2015年5月6日水曜日

「植物に肥料はいらない」



先日、ポール・スミザー氏の講演会を聴いてきた。NHKのプロフェッショナルにも出演した人。
彼の言葉の中でひっきりなしに出てきたのは、「植物に肥料はいらない」だった。
番組の中ではそんな話はしていなかったように思う。やはり番組上言えないことも多いのだろう。

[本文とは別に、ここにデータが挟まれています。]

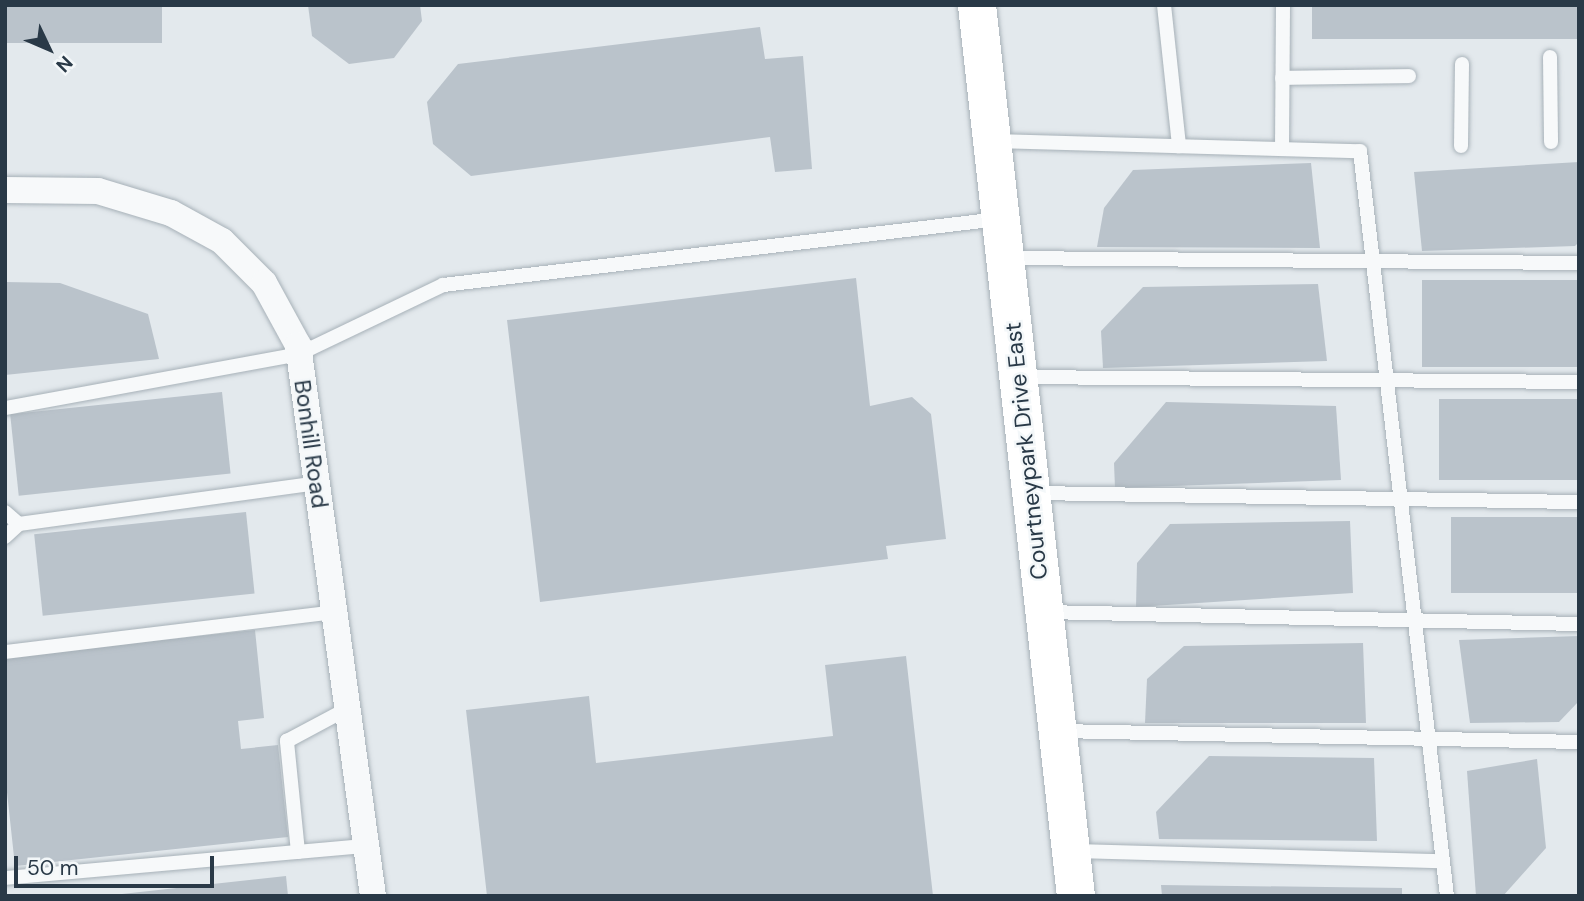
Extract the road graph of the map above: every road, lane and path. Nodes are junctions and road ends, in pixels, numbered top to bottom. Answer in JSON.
{"nodes":[{"id":1,"x":977,"y":5,"type":"edge"},
{"id":2,"x":1164,"y":5,"type":"edge"},
{"id":3,"x":1283,"y":5,"type":"edge"},
{"id":4,"x":1550,"y":57,"type":"dead end"},
{"id":5,"x":1462,"y":64,"type":"dead end"},
{"id":6,"x":1409,"y":76,"type":"dead end"},
{"id":7,"x":1282,"y":78,"type":"junction"},
{"id":8,"x":992,"y":141,"type":"junction"},
{"id":9,"x":1551,"y":142,"type":"dead end"},
{"id":10,"x":1179,"y":146,"type":"junction"},
{"id":11,"x":1461,"y":146,"type":"dead end"},
{"id":12,"x":1282,"y":149,"type":"junction"},
{"id":13,"x":5,"y":190,"type":"edge"},
{"id":14,"x":1000,"y":219,"type":"junction"},
{"id":15,"x":1005,"y":258,"type":"junction"},
{"id":16,"x":1579,"y":262,"type":"edge"},
{"id":17,"x":1373,"y":264,"type":"junction"},
{"id":18,"x":299,"y":354,"type":"junction"},
{"id":19,"x":1018,"y":377,"type":"junction"},
{"id":20,"x":1387,"y":381,"type":"junction"},
{"id":21,"x":1579,"y":382,"type":"edge"},
{"id":22,"x":5,"y":408,"type":"edge"},
{"id":23,"x":317,"y":483,"type":"junction"},
{"id":24,"x":1031,"y":493,"type":"junction"},
{"id":25,"x":1401,"y":499,"type":"junction"},
{"id":26,"x":1579,"y":502,"type":"edge"},
{"id":27,"x":5,"y":512,"type":"edge"},
{"id":28,"x":19,"y":524,"type":"junction"},
{"id":29,"x":5,"y":537,"type":"edge"},
{"id":30,"x":334,"y":612,"type":"junction"},
{"id":31,"x":1044,"y":612,"type":"junction"},
{"id":32,"x":1415,"y":619,"type":"junction"},
{"id":33,"x":1579,"y":624,"type":"edge"},
{"id":34,"x":5,"y":653,"type":"edge"},
{"id":35,"x":345,"y":710,"type":"junction"},
{"id":36,"x":1058,"y":731,"type":"junction"},
{"id":37,"x":1429,"y":739,"type":"junction"},
{"id":38,"x":1579,"y":742,"type":"edge"},
{"id":39,"x":366,"y":846,"type":"junction"},
{"id":40,"x":1071,"y":851,"type":"junction"},
{"id":41,"x":298,"y":852,"type":"junction"},
{"id":42,"x":1443,"y":861,"type":"junction"},
{"id":43,"x":5,"y":878,"type":"edge"},
{"id":44,"x":373,"y":896,"type":"edge"},
{"id":45,"x":1076,"y":896,"type":"edge"},
{"id":46,"x":1447,"y":896,"type":"edge"}],
"edges":[{"from":1,"to":8,"type":"street","name":"Courtneypark Drive East"},
{"from":2,"to":10,"type":"lane"},
{"from":3,"to":7,"type":"lane"},
{"from":4,"to":9,"type":"lane"},
{"from":5,"to":11,"type":"lane"},
{"from":6,"to":7,"type":"lane"},
{"from":7,"to":12,"type":"lane"},
{"from":8,"to":10,"type":"lane"},
{"from":8,"to":14,"type":"street","name":"Courtneypark Drive East"},
{"from":10,"to":12,"type":"lane"},
{"from":12,"to":17,"type":"lane"},
{"from":13,"to":18,"type":"street","name":"Bonhill Road"},
{"from":14,"to":15,"type":"street","name":"Courtneypark Drive East"},
{"from":14,"to":18,"type":"lane"},
{"from":15,"to":17,"type":"lane"},
{"from":15,"to":19,"type":"street","name":"Courtneypark Drive East"},
{"from":16,"to":17,"type":"lane"},
{"from":17,"to":20,"type":"lane"},
{"from":18,"to":22,"type":"lane"},
{"from":18,"to":23,"type":"street","name":"Bonhill Road"},
{"from":19,"to":20,"type":"lane"},
{"from":19,"to":24,"type":"street","name":"Courtneypark Drive East"},
{"from":20,"to":21,"type":"lane"},
{"from":20,"to":25,"type":"lane"},
{"from":23,"to":28,"type":"lane"},
{"from":23,"to":30,"type":"street","name":"Bonhill Road"},
{"from":24,"to":25,"type":"lane"},
{"from":24,"to":31,"type":"street","name":"Courtneypark Drive East"},
{"from":25,"to":26,"type":"lane"},
{"from":25,"to":32,"type":"lane"},
{"from":27,"to":28,"type":"lane"},
{"from":28,"to":29,"type":"lane"},
{"from":30,"to":34,"type":"lane"},
{"from":30,"to":35,"type":"street","name":"Bonhill Road"},
{"from":31,"to":32,"type":"lane"},
{"from":31,"to":36,"type":"street","name":"Courtneypark Drive East"},
{"from":32,"to":33,"type":"lane"},
{"from":32,"to":37,"type":"lane"},
{"from":35,"to":39,"type":"street","name":"Bonhill Road"},
{"from":35,"to":41,"type":"lane"},
{"from":36,"to":37,"type":"lane"},
{"from":36,"to":40,"type":"street","name":"Courtneypark Drive East"},
{"from":37,"to":38,"type":"lane"},
{"from":37,"to":42,"type":"lane"},
{"from":39,"to":41,"type":"lane"},
{"from":39,"to":44,"type":"street","name":"Bonhill Road"},
{"from":40,"to":42,"type":"lane"},
{"from":40,"to":45,"type":"street","name":"Courtneypark Drive East"},
{"from":41,"to":43,"type":"lane"},
{"from":42,"to":46,"type":"lane"}]}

彼はスライド写真を見せながら、おもしろおかしく話す。
山の中に放置された小屋のトタン屋根にケヤキや楓やナラなどの木が育っている写真をみせて、
「ね?ここにだれかがぽーんとトタン屋根の上にハイポネックスをまきましたか?だーれもまいてないでしょ?かれらはそこに落ちた落ち葉や微生物で育って行くんです」

イギリスで庭師として勉強をしてきた彼が日本にやってきた。山に入ってビックリしたと言う。
「イギリスであこがれのギボウシが、日本の山のあっちゃこっちゃにはえている。うわ!これ2000円もする品種。ええ~~っ、これなんか3000円のやつ!と、まあ、おちおち休んでもいられないくらいそこかしこに高級な植物たちであふれてるんです!」

岩のあいだにはえてくる「イギリスの高級品種」をしらべるうちに、彼らはわずかな隙間とわずかな土でしっかり根を広げ大きく育っていることに気がついたそうだ。
それで彼が造る庭は、そんな自然の状態に近いものだ。砕石を敷いた中に苗を入れ、その上にバークチップをまく。それだけで2、3年もすればステキなナチュラルガーデンになっている。

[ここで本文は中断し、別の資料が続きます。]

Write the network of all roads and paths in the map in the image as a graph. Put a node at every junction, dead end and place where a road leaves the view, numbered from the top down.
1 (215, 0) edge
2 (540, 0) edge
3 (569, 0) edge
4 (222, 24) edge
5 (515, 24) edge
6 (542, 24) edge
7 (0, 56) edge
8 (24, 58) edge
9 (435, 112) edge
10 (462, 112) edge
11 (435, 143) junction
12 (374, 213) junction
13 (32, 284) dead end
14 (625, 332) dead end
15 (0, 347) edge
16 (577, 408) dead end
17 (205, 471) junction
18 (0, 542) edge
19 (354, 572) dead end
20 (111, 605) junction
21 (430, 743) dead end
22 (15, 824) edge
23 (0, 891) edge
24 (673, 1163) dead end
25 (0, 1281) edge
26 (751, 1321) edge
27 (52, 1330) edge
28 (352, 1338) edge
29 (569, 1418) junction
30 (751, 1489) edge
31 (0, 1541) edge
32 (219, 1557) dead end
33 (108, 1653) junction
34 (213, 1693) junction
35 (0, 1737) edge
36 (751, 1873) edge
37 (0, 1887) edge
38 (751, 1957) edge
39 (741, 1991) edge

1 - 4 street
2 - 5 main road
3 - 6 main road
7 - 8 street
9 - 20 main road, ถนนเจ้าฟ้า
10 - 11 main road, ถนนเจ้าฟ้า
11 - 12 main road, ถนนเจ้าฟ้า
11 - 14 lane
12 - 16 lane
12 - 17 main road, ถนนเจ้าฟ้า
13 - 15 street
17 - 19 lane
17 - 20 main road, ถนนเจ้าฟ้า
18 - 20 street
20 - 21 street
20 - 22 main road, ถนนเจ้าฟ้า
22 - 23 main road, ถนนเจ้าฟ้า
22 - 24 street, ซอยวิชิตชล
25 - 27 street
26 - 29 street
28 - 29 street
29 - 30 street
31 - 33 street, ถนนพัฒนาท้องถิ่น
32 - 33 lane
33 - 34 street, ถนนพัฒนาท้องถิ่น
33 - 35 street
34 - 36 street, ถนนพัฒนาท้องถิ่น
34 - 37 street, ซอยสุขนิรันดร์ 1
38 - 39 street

ドイツで150年にわたって植物の実験をしているところがあるそうだ。肥料を入れたところと、肥料なしのところをつくり、その植生を調べているという。肥料が入ると、その場所にはその肥料に合った植物だけが育つ。ところがそこに虫がやって来ると、あっというまに絶滅する。
だが肥料なしの場所は、ありとあらゆる種類の植生になる。もし虫に食われても、一種類だけのことなので、その場所が絶滅することはないという。

肥料を入れると単一化するというのはおもしろい話だ。農家にとっては嬉しい効果だろう。だけどいったん虫に食われると、あっという間に消えていく。だから農薬が必要なのだ。肥料は農薬とセットになっている。お金儲けのためにはいい考えだ。
やまんばの畑にやって来る虫は、弱いと虫が判断したものについているようにみえる。全滅させられることはない。

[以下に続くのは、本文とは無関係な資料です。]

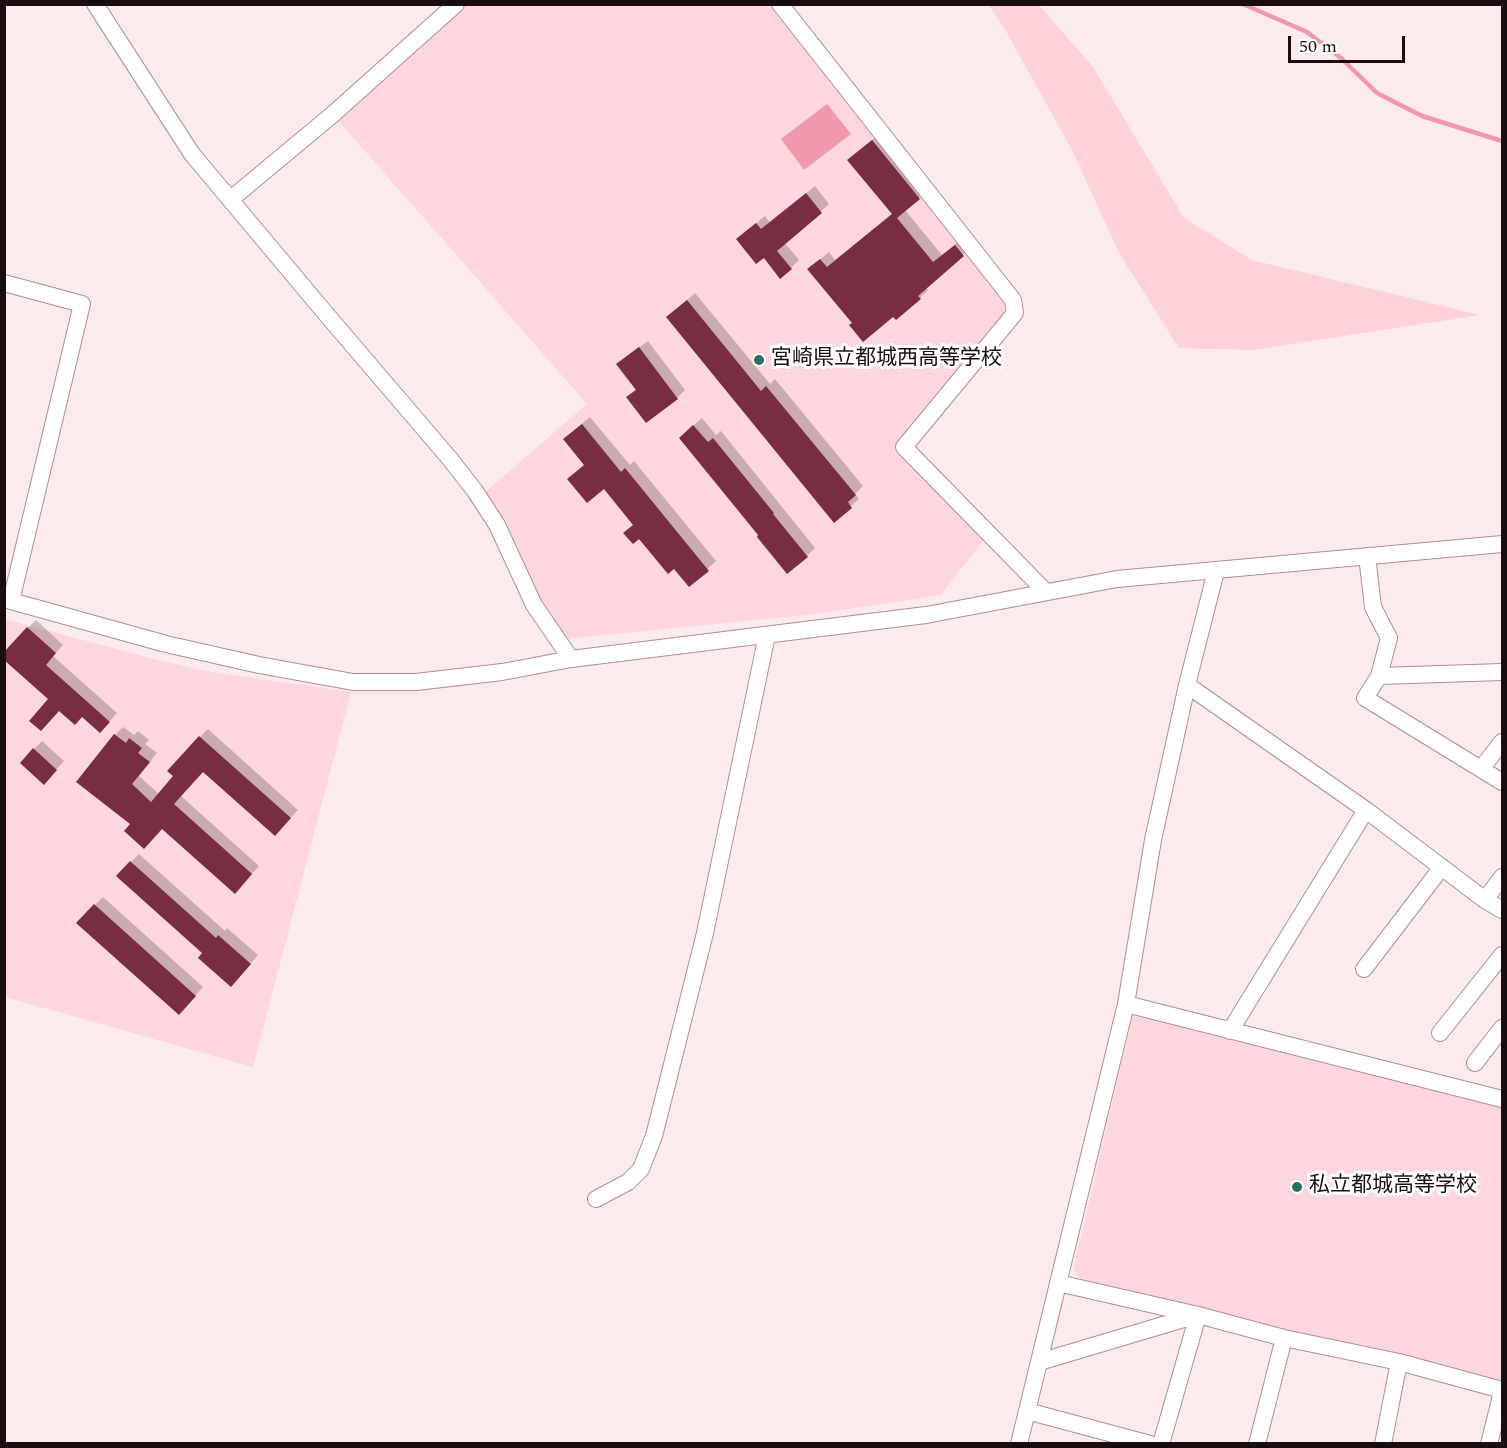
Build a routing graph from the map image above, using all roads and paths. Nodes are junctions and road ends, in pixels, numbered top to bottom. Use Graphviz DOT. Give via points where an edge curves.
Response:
graph roads {
  1 [pos="95,4"];
  2 [pos="456,4"];
  3 [pos="780,4"];
  4 [pos="231,199"];
  5 [pos="4,284"];
  6 [pos="1503,544"];
  7 [pos="1367,556"];
  8 [pos="1216,571"];
  9 [pos="1046,592"];
  10 [pos="8,600"];
  11 [pos="767,635"];
  12 [pos="571,659"];
  13 [pos="1503,672"];
  14 [pos="1379,676"];
  15 [pos="1187,685"];
  16 [pos="1503,742"];
  17 [pos="1481,769"];
  18 [pos="1503,782"];
  19 [pos="1366,810"];
  20 [pos="1442,867"];
  21 [pos="1503,877"];
  22 [pos="1485,900"];
  23 [pos="1503,910"];
  24 [pos="1503,955"];
  25 [pos="1364,969"];
  26 [pos="1126,1004"];
  27 [pos="1503,1028"];
  28 [pos="1230,1030"];
  29 [pos="1440,1033"];
  30 [pos="1475,1063"];
  31 [pos="1503,1099"];
  32 [pos="596,1199"];
  33 [pos="1058,1282"];
  34 [pos="1198,1315"];
  35 [pos="1284,1338"];
  36 [pos="1040,1362"];
  37 [pos="1399,1362"];
  38 [pos="1503,1391"];
  39 [pos="1027,1411"];
  40 [pos="1118,1439"];
  41 [pos="1020,1443"];
  42 [pos="1150,1443"];
  43 [pos="1161,1443"];
  44 [pos="1257,1443"];
  45 [pos="1383,1443"];
  46 [pos="1490,1443"];
  1 -- 4 [label="street" via="192,154"];
  2 -- 4 [label="street"];
  3 -- 9 [label="street" via="1013,300 1015,314 904,447"];
  4 -- 12 [label="street" via="475,491 497,525 534,605"];
  5 -- 10 [label="street" via="82,304"];
  6 -- 7 [label="street"];
  7 -- 8 [label="street"];
  7 -- 14 [label="street" via="1373,607 1389,638"];
  8 -- 9 [label="street" via="1117,579"];
  8 -- 15 [label="street"];
  9 -- 11 [label="street" via="926,615"];
  10 -- 12 [label="street" via="166,644 353,682 416,682"];
  11 -- 12 [label="street"];
  11 -- 32 [label="street" via="705,933 654,1136 641,1169 628,1182"];
  13 -- 14 [label="street"];
  14 -- 17 [label="street" via="1365,698"];
  15 -- 19 [label="street"];
  15 -- 26 [label="street" via="1153,840"];
  16 -- 17 [label="street"];
  17 -- 18 [label="street"];
  19 -- 20 [label="street"];
  19 -- 28 [label="street"];
  20 -- 22 [label="street"];
  20 -- 25 [label="street"];
  21 -- 22 [label="street"];
  22 -- 23 [label="street"];
  24 -- 29 [label="street"];
  26 -- 28 [label="street"];
  26 -- 33 [label="street"];
  27 -- 30 [label="street"];
  28 -- 31 [label="street"];
  33 -- 34 [label="street"];
  33 -- 36 [label="street"];
  34 -- 35 [label="street"];
  34 -- 36 [label="street"];
  34 -- 43 [label="street"];
  35 -- 37 [label="street"];
  35 -- 44 [label="street"];
  36 -- 39 [label="street"];
  37 -- 38 [label="street"];
  37 -- 45 [label="street"];
  38 -- 46 [label="street"];
  39 -- 40 [label="street"];
  39 -- 41 [label="street"];
  40 -- 42 [label="street"];
}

「庭に咲く大きなギボウシをみて、おばちゃんが聴くんですよ。『まあ立派。何の肥料を入れているんですか?』って。いや、肥料は入れてないんですよ~っていうと、『そうなの?それで肥料はどんなものを?』って。だから、入れてないんですよ~って。するとおばちゃんは向こうの方にいるスタッフにまた聴くんです。『肥料はなにを?』と。どれだけ洗脳されているかってことです。園芸本に書いてある、肥料を一週間に何回とか1ヶ月に何回とか、いーーーーっさい無視してください!」という。

人々が肥料に洗脳されているのはやまんばもわかる。
近所のオヤジが何度も聴く。
「それで?肥料はなに入れてんだ?」
「入れてないって、いったでしょ?」
「ウソコケ。ほんとは入れてるだろ」
「だから入れてないんだってば!」
人が肥料を入れてないことが不安らしい(笑)。



イギリスではその花を語らせたら何時間も語ってしまうくらいオタクが好きな花があるらしい。それがアイリスジャポニカ。よーするにシャガだ。シャガなんてここらにあちこちにはえている。

やまんばの畑の近所の山にうわーっといっぱい咲いていた。日影でもどこでも育つようなので、数本庭にちょうだいする。スコップをつっこんでビックリした。がれきしかない。土らしいものがほとんどないのだ。スコップなんかつっこまなくったってすぐひっこぬけるくらい。そんな環境でもぐんぐん勢力を伸ばしている。ポールが言ったとおりだ。
植物の底知れぬ力強さを教えられる。